**PROVIDED RECORDS**

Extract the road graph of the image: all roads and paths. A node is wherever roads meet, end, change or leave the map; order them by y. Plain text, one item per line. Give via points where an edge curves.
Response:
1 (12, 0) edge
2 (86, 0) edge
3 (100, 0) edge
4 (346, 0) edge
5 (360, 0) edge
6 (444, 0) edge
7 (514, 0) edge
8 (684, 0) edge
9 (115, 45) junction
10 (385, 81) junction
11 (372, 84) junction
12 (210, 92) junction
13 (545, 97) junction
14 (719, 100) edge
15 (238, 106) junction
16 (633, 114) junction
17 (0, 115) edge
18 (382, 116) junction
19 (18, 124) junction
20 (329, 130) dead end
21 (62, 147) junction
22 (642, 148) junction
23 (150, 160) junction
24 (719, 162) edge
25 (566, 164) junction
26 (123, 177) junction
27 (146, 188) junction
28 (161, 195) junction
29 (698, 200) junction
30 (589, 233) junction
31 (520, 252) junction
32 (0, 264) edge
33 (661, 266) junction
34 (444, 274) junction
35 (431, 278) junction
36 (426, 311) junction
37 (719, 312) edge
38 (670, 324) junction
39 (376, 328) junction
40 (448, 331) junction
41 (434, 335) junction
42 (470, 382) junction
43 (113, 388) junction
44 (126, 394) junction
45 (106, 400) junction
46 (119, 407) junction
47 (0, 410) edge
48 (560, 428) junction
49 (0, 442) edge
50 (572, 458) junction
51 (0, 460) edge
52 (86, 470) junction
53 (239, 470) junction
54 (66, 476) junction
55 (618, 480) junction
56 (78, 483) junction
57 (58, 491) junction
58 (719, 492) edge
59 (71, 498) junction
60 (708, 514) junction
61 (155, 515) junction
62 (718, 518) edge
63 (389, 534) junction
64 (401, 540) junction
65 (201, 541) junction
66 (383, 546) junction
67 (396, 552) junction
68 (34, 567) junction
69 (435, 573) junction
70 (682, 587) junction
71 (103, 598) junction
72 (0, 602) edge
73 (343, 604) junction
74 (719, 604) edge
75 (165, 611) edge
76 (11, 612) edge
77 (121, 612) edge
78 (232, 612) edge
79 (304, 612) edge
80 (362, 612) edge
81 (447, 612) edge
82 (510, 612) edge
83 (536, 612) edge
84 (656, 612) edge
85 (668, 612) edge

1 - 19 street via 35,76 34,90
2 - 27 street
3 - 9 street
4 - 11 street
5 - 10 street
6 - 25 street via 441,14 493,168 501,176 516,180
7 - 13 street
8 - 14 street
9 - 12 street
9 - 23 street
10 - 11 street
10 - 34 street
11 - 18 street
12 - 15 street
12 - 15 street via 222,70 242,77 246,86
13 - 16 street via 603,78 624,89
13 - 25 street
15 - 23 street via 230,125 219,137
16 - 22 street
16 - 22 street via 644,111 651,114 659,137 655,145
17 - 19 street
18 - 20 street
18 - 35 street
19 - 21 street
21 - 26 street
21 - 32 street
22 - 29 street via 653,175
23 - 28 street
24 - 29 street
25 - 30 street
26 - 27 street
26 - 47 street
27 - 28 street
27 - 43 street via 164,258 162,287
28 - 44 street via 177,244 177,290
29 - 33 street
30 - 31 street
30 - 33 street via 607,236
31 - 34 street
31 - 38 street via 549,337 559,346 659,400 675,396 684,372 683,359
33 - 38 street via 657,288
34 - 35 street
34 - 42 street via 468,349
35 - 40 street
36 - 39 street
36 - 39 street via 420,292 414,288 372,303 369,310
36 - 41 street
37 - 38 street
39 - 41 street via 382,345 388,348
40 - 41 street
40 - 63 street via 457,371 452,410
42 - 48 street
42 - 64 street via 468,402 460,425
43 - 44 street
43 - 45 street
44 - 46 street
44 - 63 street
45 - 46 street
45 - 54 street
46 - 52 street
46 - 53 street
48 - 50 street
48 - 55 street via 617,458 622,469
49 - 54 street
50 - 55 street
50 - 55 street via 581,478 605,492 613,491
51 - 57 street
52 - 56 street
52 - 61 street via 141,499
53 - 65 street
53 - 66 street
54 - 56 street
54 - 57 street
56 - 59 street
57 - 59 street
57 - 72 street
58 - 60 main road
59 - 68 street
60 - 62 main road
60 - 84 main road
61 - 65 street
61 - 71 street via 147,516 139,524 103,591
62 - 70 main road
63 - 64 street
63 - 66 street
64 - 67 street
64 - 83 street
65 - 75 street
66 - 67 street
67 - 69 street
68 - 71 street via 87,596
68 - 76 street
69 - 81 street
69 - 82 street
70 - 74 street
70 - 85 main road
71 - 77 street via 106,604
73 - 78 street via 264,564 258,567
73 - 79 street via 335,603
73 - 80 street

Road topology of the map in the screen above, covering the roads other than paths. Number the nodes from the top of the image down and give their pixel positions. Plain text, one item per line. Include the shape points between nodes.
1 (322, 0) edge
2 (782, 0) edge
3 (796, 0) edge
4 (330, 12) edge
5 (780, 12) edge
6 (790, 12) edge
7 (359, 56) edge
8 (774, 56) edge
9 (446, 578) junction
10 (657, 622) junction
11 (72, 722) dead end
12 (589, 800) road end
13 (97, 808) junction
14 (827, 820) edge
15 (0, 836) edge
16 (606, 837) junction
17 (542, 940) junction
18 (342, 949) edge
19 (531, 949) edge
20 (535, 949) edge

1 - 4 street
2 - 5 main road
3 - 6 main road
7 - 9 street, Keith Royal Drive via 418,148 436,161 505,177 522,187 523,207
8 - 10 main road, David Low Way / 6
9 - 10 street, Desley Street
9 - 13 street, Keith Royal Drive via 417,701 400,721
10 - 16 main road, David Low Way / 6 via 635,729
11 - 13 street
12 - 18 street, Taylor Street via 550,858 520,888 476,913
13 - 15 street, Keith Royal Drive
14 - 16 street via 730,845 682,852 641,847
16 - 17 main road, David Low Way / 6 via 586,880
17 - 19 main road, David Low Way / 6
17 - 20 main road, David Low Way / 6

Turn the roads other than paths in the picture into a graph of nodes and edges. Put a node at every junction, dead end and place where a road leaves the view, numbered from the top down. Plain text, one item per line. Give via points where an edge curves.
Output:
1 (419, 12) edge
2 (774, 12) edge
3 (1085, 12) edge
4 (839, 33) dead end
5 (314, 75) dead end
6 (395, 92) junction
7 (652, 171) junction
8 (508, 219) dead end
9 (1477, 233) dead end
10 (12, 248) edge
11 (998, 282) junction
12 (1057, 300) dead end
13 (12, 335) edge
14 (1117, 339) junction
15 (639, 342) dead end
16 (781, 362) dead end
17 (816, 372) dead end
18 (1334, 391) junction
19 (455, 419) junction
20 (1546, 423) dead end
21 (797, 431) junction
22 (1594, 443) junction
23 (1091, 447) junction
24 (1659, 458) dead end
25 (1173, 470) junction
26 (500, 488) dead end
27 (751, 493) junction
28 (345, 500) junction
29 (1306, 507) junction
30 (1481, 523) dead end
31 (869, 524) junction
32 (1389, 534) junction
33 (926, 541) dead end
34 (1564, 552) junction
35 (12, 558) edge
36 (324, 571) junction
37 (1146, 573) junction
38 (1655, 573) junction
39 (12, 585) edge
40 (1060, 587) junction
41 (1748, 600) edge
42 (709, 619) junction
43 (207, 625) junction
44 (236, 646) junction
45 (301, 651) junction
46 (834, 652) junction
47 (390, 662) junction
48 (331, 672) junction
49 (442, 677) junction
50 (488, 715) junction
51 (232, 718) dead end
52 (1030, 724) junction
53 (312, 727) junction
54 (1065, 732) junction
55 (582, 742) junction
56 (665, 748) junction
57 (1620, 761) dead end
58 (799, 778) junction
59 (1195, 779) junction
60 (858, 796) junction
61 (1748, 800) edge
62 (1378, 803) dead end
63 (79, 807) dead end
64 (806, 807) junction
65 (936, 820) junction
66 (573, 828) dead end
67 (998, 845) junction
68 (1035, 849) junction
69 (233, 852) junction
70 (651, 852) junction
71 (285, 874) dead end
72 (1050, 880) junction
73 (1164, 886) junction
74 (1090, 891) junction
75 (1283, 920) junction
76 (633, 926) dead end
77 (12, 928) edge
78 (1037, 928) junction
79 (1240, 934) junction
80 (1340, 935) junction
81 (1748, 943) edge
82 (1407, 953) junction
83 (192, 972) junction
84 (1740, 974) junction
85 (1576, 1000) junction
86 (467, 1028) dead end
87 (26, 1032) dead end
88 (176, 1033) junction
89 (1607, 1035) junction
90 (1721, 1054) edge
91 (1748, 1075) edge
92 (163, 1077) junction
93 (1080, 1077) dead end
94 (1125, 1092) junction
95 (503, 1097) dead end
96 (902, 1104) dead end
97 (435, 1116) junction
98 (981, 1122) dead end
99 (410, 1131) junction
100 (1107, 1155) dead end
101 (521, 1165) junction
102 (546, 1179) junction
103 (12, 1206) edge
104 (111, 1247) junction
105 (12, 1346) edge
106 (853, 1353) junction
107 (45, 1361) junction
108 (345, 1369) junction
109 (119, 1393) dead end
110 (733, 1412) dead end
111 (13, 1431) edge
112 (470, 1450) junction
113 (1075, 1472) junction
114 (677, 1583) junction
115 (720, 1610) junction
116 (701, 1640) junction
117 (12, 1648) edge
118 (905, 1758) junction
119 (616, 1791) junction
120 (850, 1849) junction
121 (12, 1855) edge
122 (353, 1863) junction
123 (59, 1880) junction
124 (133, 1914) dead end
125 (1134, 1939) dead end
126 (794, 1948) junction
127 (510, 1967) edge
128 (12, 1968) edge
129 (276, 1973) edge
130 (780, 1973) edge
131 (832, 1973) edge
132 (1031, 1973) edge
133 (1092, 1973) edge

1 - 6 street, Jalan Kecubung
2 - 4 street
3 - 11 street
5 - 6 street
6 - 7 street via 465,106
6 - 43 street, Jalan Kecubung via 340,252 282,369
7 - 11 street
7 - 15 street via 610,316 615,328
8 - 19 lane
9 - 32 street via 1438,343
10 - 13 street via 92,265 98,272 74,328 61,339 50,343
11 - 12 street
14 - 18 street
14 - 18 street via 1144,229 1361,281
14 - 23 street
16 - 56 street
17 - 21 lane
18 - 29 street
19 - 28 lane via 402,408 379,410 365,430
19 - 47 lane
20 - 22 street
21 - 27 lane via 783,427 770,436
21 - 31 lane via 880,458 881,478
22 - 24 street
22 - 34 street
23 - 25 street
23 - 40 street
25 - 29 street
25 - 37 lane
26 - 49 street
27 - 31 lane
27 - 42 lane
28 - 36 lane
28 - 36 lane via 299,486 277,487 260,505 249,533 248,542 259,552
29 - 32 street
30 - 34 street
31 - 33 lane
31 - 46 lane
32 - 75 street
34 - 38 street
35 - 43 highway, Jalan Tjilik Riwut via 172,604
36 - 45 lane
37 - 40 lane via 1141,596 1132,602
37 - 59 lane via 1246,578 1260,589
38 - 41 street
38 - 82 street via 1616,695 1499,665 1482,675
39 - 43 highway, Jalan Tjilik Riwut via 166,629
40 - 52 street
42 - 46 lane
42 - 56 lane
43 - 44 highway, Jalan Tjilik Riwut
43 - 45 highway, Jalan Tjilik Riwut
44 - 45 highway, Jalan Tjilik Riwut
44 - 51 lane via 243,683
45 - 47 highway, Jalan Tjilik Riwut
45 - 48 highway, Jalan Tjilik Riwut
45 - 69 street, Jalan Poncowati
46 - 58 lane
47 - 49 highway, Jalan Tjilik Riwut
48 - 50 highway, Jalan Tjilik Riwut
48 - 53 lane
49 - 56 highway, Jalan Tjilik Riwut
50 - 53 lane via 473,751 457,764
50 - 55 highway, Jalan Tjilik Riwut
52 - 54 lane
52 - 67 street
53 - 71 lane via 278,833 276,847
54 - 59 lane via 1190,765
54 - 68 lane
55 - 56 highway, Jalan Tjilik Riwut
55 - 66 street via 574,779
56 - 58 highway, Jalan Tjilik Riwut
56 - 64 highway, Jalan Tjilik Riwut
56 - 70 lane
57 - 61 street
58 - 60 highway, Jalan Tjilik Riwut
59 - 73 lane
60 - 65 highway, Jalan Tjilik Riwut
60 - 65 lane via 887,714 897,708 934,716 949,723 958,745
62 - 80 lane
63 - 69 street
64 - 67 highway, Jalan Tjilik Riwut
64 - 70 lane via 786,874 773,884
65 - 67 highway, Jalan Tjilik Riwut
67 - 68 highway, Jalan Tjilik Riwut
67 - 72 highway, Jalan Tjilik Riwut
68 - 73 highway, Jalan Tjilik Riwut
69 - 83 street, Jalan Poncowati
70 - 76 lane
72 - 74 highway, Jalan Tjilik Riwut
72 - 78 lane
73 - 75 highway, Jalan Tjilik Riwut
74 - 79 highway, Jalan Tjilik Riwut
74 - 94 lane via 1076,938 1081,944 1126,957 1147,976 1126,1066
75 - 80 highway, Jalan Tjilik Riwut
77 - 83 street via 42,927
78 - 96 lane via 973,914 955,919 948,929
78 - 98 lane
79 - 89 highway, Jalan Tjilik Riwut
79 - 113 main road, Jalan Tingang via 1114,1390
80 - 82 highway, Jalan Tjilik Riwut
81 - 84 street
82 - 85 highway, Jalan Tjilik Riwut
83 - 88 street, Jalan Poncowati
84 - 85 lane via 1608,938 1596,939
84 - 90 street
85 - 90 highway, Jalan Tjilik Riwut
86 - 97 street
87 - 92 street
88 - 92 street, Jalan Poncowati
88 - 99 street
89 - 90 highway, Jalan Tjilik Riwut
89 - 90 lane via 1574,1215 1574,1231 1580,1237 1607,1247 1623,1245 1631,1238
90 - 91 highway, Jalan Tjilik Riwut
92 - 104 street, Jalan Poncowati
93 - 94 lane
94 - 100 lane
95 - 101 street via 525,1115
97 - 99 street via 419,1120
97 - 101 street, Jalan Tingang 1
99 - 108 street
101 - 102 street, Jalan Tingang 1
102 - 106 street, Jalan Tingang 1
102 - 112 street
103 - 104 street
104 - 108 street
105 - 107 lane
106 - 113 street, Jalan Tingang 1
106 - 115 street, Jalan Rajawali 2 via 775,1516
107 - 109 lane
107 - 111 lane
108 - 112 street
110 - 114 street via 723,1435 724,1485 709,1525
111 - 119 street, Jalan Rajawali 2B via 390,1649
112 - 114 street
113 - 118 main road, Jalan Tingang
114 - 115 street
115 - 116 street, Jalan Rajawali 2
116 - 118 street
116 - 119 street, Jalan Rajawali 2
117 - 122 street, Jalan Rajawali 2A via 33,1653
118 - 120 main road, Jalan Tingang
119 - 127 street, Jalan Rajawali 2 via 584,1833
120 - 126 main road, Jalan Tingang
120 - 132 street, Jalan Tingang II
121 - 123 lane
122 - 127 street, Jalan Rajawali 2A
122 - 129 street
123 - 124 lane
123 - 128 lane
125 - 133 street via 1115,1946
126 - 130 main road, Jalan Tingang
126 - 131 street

**PROBLEM TO SOLVE**
Your answer should be one number: how many lines in the preceding listing hold "down".

**WRITTEN ANSWER**
2